• _EXERCISE GOAL_:
The whole listing below is to be copied exactly.

• _INFORMATION PROVIDED_:
•••••
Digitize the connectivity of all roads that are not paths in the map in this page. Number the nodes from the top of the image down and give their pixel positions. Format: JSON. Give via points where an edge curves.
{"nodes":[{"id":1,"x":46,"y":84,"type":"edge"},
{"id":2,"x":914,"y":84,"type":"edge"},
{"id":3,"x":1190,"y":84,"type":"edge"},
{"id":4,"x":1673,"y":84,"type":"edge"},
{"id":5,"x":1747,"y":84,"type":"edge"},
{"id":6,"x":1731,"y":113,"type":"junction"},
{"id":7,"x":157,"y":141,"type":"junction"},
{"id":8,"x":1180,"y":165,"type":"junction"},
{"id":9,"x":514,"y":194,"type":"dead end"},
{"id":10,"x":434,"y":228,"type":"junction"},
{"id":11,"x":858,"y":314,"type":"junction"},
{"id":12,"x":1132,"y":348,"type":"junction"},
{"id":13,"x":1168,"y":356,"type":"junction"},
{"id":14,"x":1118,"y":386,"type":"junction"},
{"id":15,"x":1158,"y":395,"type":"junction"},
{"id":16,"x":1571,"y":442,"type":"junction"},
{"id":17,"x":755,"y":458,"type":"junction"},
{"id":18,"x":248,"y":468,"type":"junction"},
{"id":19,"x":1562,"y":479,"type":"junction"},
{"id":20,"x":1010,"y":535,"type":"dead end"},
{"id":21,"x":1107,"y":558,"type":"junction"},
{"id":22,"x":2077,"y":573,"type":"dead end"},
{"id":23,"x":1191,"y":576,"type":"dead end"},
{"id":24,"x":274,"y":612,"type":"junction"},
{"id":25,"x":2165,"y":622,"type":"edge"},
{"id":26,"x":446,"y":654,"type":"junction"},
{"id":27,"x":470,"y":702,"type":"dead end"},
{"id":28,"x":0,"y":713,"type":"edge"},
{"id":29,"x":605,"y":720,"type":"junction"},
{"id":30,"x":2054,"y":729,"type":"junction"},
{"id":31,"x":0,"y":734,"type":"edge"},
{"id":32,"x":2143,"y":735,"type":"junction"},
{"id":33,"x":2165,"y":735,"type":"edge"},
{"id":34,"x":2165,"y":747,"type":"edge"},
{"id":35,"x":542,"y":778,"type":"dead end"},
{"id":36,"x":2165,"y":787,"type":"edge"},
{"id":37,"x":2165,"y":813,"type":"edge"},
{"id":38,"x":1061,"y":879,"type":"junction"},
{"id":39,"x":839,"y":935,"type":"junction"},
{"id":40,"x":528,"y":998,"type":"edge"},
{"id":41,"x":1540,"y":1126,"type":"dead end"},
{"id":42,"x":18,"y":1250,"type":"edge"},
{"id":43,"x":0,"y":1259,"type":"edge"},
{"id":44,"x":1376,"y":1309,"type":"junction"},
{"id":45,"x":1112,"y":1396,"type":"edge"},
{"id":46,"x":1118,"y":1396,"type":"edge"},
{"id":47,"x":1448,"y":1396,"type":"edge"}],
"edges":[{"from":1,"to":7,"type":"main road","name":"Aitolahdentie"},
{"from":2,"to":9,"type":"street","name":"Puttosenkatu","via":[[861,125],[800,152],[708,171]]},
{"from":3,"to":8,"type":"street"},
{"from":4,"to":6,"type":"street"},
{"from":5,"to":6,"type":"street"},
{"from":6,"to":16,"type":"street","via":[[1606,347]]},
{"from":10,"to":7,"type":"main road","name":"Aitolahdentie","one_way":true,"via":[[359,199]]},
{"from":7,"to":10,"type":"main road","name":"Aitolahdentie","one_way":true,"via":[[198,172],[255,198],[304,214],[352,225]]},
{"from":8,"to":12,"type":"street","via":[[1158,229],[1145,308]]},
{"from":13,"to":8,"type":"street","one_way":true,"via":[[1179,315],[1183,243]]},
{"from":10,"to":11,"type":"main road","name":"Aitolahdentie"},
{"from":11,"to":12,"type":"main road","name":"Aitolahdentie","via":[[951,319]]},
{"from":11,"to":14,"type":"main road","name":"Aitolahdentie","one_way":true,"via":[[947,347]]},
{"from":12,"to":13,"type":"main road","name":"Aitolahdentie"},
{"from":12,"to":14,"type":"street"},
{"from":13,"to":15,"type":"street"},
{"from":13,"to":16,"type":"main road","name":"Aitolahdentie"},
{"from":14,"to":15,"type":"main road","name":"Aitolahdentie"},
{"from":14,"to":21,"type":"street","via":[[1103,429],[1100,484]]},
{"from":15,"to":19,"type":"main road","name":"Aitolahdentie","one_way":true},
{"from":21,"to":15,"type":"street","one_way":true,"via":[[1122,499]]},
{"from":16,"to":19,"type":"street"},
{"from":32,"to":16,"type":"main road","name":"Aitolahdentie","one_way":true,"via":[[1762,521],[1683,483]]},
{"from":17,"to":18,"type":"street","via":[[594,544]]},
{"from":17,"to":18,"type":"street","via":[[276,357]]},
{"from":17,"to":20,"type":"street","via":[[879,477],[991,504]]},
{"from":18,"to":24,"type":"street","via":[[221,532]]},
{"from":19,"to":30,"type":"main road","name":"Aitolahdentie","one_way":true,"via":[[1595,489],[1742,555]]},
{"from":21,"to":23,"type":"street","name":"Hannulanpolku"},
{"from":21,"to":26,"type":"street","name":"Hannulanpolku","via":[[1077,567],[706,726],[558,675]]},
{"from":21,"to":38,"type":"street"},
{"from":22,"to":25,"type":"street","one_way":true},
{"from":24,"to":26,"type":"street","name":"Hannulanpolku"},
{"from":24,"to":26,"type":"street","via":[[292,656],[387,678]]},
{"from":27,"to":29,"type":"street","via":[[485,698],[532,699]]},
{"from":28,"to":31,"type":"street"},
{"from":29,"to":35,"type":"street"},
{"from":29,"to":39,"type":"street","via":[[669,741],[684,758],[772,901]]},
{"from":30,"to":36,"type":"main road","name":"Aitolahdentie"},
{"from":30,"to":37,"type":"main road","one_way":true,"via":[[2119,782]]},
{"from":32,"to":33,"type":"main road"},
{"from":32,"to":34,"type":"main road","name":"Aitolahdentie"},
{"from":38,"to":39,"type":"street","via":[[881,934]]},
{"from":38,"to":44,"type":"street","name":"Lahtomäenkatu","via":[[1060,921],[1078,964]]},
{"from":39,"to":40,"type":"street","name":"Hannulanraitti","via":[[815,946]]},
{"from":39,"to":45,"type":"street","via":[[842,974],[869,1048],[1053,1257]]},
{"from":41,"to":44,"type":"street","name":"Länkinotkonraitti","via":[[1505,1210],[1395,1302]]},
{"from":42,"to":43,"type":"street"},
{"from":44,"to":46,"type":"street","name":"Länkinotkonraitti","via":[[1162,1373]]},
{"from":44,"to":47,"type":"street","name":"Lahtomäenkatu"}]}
•••••
• _WRITTEN ANSWER_:
Digitize the connectivity of all roads that are not paths in the map in this page. Number the nodes from the top of the image down and give their pixel positions. Format: JSON. Give via points where an edge curves.
{"nodes":[{"id":1,"x":46,"y":84,"type":"edge"},
{"id":2,"x":914,"y":84,"type":"edge"},
{"id":3,"x":1190,"y":84,"type":"edge"},
{"id":4,"x":1673,"y":84,"type":"edge"},
{"id":5,"x":1747,"y":84,"type":"edge"},
{"id":6,"x":1731,"y":113,"type":"junction"},
{"id":7,"x":157,"y":141,"type":"junction"},
{"id":8,"x":1180,"y":165,"type":"junction"},
{"id":9,"x":514,"y":194,"type":"dead end"},
{"id":10,"x":434,"y":228,"type":"junction"},
{"id":11,"x":858,"y":314,"type":"junction"},
{"id":12,"x":1132,"y":348,"type":"junction"},
{"id":13,"x":1168,"y":356,"type":"junction"},
{"id":14,"x":1118,"y":386,"type":"junction"},
{"id":15,"x":1158,"y":395,"type":"junction"},
{"id":16,"x":1571,"y":442,"type":"junction"},
{"id":17,"x":755,"y":458,"type":"junction"},
{"id":18,"x":248,"y":468,"type":"junction"},
{"id":19,"x":1562,"y":479,"type":"junction"},
{"id":20,"x":1010,"y":535,"type":"dead end"},
{"id":21,"x":1107,"y":558,"type":"junction"},
{"id":22,"x":2077,"y":573,"type":"dead end"},
{"id":23,"x":1191,"y":576,"type":"dead end"},
{"id":24,"x":274,"y":612,"type":"junction"},
{"id":25,"x":2165,"y":622,"type":"edge"},
{"id":26,"x":446,"y":654,"type":"junction"},
{"id":27,"x":470,"y":702,"type":"dead end"},
{"id":28,"x":0,"y":713,"type":"edge"},
{"id":29,"x":605,"y":720,"type":"junction"},
{"id":30,"x":2054,"y":729,"type":"junction"},
{"id":31,"x":0,"y":734,"type":"edge"},
{"id":32,"x":2143,"y":735,"type":"junction"},
{"id":33,"x":2165,"y":735,"type":"edge"},
{"id":34,"x":2165,"y":747,"type":"edge"},
{"id":35,"x":542,"y":778,"type":"dead end"},
{"id":36,"x":2165,"y":787,"type":"edge"},
{"id":37,"x":2165,"y":813,"type":"edge"},
{"id":38,"x":1061,"y":879,"type":"junction"},
{"id":39,"x":839,"y":935,"type":"junction"},
{"id":40,"x":528,"y":998,"type":"edge"},
{"id":41,"x":1540,"y":1126,"type":"dead end"},
{"id":42,"x":18,"y":1250,"type":"edge"},
{"id":43,"x":0,"y":1259,"type":"edge"},
{"id":44,"x":1376,"y":1309,"type":"junction"},
{"id":45,"x":1112,"y":1396,"type":"edge"},
{"id":46,"x":1118,"y":1396,"type":"edge"},
{"id":47,"x":1448,"y":1396,"type":"edge"}],
"edges":[{"from":1,"to":7,"type":"main road","name":"Aitolahdentie"},
{"from":2,"to":9,"type":"street","name":"Puttosenkatu","via":[[861,125],[800,152],[708,171]]},
{"from":3,"to":8,"type":"street"},
{"from":4,"to":6,"type":"street"},
{"from":5,"to":6,"type":"street"},
{"from":6,"to":16,"type":"street","via":[[1606,347]]},
{"from":10,"to":7,"type":"main road","name":"Aitolahdentie","one_way":true,"via":[[359,199]]},
{"from":7,"to":10,"type":"main road","name":"Aitolahdentie","one_way":true,"via":[[198,172],[255,198],[304,214],[352,225]]},
{"from":8,"to":12,"type":"street","via":[[1158,229],[1145,308]]},
{"from":13,"to":8,"type":"street","one_way":true,"via":[[1179,315],[1183,243]]},
{"from":10,"to":11,"type":"main road","name":"Aitolahdentie"},
{"from":11,"to":12,"type":"main road","name":"Aitolahdentie","via":[[951,319]]},
{"from":11,"to":14,"type":"main road","name":"Aitolahdentie","one_way":true,"via":[[947,347]]},
{"from":12,"to":13,"type":"main road","name":"Aitolahdentie"},
{"from":12,"to":14,"type":"street"},
{"from":13,"to":15,"type":"street"},
{"from":13,"to":16,"type":"main road","name":"Aitolahdentie"},
{"from":14,"to":15,"type":"main road","name":"Aitolahdentie"},
{"from":14,"to":21,"type":"street","via":[[1103,429],[1100,484]]},
{"from":15,"to":19,"type":"main road","name":"Aitolahdentie","one_way":true},
{"from":21,"to":15,"type":"street","one_way":true,"via":[[1122,499]]},
{"from":16,"to":19,"type":"street"},
{"from":32,"to":16,"type":"main road","name":"Aitolahdentie","one_way":true,"via":[[1762,521],[1683,483]]},
{"from":17,"to":18,"type":"street","via":[[594,544]]},
{"from":17,"to":18,"type":"street","via":[[276,357]]},
{"from":17,"to":20,"type":"street","via":[[879,477],[991,504]]},
{"from":18,"to":24,"type":"street","via":[[221,532]]},
{"from":19,"to":30,"type":"main road","name":"Aitolahdentie","one_way":true,"via":[[1595,489],[1742,555]]},
{"from":21,"to":23,"type":"street","name":"Hannulanpolku"},
{"from":21,"to":26,"type":"street","name":"Hannulanpolku","via":[[1077,567],[706,726],[558,675]]},
{"from":21,"to":38,"type":"street"},
{"from":22,"to":25,"type":"street","one_way":true},
{"from":24,"to":26,"type":"street","name":"Hannulanpolku"},
{"from":24,"to":26,"type":"street","via":[[292,656],[387,678]]},
{"from":27,"to":29,"type":"street","via":[[485,698],[532,699]]},
{"from":28,"to":31,"type":"street"},
{"from":29,"to":35,"type":"street"},
{"from":29,"to":39,"type":"street","via":[[669,741],[684,758],[772,901]]},
{"from":30,"to":36,"type":"main road","name":"Aitolahdentie"},
{"from":30,"to":37,"type":"main road","one_way":true,"via":[[2119,782]]},
{"from":32,"to":33,"type":"main road"},
{"from":32,"to":34,"type":"main road","name":"Aitolahdentie"},
{"from":38,"to":39,"type":"street","via":[[881,934]]},
{"from":38,"to":44,"type":"street","name":"Lahtomäenkatu","via":[[1060,921],[1078,964]]},
{"from":39,"to":40,"type":"street","name":"Hannulanraitti","via":[[815,946]]},
{"from":39,"to":45,"type":"street","via":[[842,974],[869,1048],[1053,1257]]},
{"from":41,"to":44,"type":"street","name":"Länkinotkonraitti","via":[[1505,1210],[1395,1302]]},
{"from":42,"to":43,"type":"street"},
{"from":44,"to":46,"type":"street","name":"Länkinotkonraitti","via":[[1162,1373]]},
{"from":44,"to":47,"type":"street","name":"Lahtomäenkatu"}]}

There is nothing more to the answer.